If Else statement when identifying voltage? HELP! Science Fair Project

Below is the code my 9 year old son is using for his Science Fair project. It is supposed to turn off the siren when the phone is plugged in. It should do this by identify
ing when power is being pulled by the phone. It's not working! It was working and has stopped. His project is due tomorrow and now this awesome project is going to fail. Please help!

long warningThreshold = .001;

const int alarmPin = 9; //siren
const int plugPin = A0; //phone

void setup(){

pinMode(alarmPin, OUTPUT);
pinMode(plugPin, INPUT);
}
void loop(){

int val =analogRead(plugPin);
if( val = (warningThreshold >= .001)){

digitalWrite(alarmPin, LOW);
}
else
{
digitalWrite(alarmPin, HIGH);
}
}

One problem is that .001 is not an int (which stands for integer). If you need them use floats, otherwise set it to zero.

You are also setting value to the logical value of (warningThreshold >= .001), do you want == here?

He wants the card to identify when the phone is plugged in. What does he need to use?

int val =analogRead(plugPin);
  if( val = (warningThreshold >= .001)){

analogRead returns integers (whole numbers) between 0 and 1023. If you get anything other than zero, your if-statement will be true. It's not unusual to have noise or bias on the analog inputs, so you may never read that low, or the value could jump-around between zero and something else...

What kind of voltage do you have (or what do you expect) with the phone plugged-in or unplugged?

Try using the [u]Analog Serial Read Example[/u] to see what kind of analog readings you are getting (with your actual analog input instead of the pot).

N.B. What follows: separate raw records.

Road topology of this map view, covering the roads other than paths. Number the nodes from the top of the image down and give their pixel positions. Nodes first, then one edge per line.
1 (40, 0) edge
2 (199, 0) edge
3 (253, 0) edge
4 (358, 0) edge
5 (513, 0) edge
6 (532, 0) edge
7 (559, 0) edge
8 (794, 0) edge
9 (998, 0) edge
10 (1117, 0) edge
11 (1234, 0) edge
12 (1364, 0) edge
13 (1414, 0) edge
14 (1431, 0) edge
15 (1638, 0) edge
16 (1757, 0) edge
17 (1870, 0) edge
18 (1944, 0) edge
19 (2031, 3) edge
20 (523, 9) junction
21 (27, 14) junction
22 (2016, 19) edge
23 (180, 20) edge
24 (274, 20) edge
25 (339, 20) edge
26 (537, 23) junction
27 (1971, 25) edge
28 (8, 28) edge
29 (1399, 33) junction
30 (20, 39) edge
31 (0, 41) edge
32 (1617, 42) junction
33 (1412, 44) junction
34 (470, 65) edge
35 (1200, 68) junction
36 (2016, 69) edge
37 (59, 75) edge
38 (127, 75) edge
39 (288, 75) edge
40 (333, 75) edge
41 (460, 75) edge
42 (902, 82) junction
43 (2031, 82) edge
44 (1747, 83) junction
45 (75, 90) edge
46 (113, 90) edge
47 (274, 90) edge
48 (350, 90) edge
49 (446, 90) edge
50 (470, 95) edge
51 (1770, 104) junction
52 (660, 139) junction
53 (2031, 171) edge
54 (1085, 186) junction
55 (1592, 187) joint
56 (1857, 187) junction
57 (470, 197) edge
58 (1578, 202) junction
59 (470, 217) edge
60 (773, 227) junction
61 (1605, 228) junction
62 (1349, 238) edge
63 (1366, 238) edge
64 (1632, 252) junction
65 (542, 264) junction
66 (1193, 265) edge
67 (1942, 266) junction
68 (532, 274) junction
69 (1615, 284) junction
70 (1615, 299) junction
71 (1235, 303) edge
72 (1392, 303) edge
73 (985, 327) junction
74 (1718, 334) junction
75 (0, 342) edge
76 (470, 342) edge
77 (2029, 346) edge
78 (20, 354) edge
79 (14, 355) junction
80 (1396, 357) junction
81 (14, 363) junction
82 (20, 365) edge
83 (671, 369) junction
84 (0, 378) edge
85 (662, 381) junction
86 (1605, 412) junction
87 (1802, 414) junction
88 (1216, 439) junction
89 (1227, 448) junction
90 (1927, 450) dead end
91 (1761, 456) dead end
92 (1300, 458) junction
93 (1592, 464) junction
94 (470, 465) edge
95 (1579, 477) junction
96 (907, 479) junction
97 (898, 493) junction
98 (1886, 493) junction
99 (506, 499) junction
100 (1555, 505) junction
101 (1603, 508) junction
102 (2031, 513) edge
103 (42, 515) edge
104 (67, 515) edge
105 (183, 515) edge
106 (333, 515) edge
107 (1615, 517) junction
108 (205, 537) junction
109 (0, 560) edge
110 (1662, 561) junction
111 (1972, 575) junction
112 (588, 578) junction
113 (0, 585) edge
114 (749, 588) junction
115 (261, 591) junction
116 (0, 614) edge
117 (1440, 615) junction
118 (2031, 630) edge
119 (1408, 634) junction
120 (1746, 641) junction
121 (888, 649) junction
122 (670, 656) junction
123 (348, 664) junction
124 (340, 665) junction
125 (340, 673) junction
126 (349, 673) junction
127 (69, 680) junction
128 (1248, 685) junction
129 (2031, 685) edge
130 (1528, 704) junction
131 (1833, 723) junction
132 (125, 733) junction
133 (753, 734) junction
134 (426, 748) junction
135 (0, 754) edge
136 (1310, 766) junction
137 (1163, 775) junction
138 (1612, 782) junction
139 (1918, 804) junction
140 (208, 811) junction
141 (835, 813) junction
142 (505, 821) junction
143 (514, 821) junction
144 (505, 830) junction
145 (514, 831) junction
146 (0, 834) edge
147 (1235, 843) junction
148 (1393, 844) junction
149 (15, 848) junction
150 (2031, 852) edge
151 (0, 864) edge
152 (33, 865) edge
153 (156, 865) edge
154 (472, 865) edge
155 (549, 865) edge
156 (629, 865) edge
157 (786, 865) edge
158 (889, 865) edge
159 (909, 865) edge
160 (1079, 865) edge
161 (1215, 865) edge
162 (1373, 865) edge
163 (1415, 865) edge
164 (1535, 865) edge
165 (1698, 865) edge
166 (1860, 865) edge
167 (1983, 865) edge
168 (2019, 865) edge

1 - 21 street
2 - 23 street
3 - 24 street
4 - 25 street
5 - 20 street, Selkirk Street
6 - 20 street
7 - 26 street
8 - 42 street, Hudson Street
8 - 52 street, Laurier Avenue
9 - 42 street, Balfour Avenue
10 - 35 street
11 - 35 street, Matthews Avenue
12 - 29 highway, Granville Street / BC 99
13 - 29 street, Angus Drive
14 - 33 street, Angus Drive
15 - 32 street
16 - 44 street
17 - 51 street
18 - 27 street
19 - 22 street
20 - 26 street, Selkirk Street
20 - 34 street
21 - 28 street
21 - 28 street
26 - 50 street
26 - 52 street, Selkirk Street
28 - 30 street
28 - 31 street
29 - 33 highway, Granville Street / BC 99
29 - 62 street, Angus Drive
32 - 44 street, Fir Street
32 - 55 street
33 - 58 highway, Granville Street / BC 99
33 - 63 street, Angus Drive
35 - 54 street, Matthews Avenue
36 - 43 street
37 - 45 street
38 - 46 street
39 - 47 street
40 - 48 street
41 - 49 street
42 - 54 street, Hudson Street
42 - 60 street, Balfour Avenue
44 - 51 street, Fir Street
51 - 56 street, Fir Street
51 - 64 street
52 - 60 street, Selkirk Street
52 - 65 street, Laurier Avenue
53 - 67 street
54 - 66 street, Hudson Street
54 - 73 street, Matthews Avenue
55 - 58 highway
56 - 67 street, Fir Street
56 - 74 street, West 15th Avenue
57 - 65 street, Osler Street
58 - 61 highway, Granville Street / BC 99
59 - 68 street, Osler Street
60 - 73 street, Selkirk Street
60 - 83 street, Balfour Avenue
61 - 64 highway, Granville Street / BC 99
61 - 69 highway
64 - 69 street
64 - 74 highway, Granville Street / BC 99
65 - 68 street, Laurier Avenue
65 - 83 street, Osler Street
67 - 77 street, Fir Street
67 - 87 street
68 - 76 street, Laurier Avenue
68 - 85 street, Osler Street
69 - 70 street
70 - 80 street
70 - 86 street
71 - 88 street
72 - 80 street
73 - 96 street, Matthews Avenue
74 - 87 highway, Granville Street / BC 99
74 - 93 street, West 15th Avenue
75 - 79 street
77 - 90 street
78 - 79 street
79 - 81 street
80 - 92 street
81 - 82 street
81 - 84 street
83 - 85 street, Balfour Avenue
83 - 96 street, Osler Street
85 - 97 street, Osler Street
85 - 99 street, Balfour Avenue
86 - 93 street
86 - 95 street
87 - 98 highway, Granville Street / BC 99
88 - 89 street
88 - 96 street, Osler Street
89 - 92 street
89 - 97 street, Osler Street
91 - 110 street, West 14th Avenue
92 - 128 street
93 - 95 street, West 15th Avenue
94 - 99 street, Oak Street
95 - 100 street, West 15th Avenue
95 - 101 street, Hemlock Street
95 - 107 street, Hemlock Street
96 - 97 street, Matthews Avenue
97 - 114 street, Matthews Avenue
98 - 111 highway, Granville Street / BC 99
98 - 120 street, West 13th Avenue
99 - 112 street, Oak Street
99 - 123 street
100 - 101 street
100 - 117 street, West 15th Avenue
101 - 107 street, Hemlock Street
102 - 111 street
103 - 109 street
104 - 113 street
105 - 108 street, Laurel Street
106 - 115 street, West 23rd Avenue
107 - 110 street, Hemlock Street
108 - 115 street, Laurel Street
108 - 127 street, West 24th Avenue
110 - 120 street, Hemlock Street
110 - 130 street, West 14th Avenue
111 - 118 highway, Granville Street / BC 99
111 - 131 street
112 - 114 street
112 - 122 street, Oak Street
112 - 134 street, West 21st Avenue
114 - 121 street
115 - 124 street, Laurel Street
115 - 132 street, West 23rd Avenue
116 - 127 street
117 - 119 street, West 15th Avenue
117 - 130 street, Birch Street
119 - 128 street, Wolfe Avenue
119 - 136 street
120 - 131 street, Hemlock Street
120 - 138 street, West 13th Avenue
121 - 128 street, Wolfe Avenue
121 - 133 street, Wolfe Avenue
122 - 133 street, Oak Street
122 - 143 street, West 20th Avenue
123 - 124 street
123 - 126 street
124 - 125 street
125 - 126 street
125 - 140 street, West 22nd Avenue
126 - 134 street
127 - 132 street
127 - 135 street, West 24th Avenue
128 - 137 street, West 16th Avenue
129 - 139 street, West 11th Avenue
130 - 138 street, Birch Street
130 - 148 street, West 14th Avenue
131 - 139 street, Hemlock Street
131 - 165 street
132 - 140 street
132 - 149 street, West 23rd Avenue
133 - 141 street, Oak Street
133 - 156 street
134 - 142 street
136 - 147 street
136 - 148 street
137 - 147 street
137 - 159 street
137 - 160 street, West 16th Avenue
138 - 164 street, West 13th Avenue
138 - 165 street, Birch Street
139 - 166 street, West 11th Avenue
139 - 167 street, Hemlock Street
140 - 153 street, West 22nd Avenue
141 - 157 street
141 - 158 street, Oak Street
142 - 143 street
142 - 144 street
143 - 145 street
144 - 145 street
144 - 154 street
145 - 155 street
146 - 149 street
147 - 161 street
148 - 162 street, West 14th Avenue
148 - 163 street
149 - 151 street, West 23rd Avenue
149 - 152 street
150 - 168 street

He wants the card to identify when the phone is plugged in. What does he need to use?

We don't know! We don't know what the phone is plugged-into, or how the phone is connected to the Arduino, etc.

He's 9. He doesn't have a potentiometer. The phone cord is 5VDC, does that help?

Use a Serial.write(val) command to write the AnalogRead value onto the serial monitor. Plug and unplug the phone to see how val changes. That will tell you your proper threshold value. (and the the if command should simply be if (val >- threshold).

If it was working before and not now, you might have damaged something by plugging and un-plugging the phone with the power on.

He used the charger cord for his phone. He cut the plug off it and wired it into a breadboard. He wired a siren into the breadboard as well. Many headaches later, the siren has been temporarily replaced by an LED. The light is on(siren)but it isn't turning off when the phone is plugged in.

I should preface this by saying tht up until this project, he has never used a board before or programmed anything. He is very smart and willingly perserveres but this one....UGH! My point is that we don't know how to print to the serial port. We don't know how to do much of anything in regard to this. The guy at the store sold him the Uno kit and a book called the Arduino cookbook and sent him on his way.

The examples are your friends:

Jst wanted to say Thanks! He figured out the problem and his Science Fair project is awesome!

Great! What was the problem?

Sounds like you have a smart kid, and he has a great supportive Mom!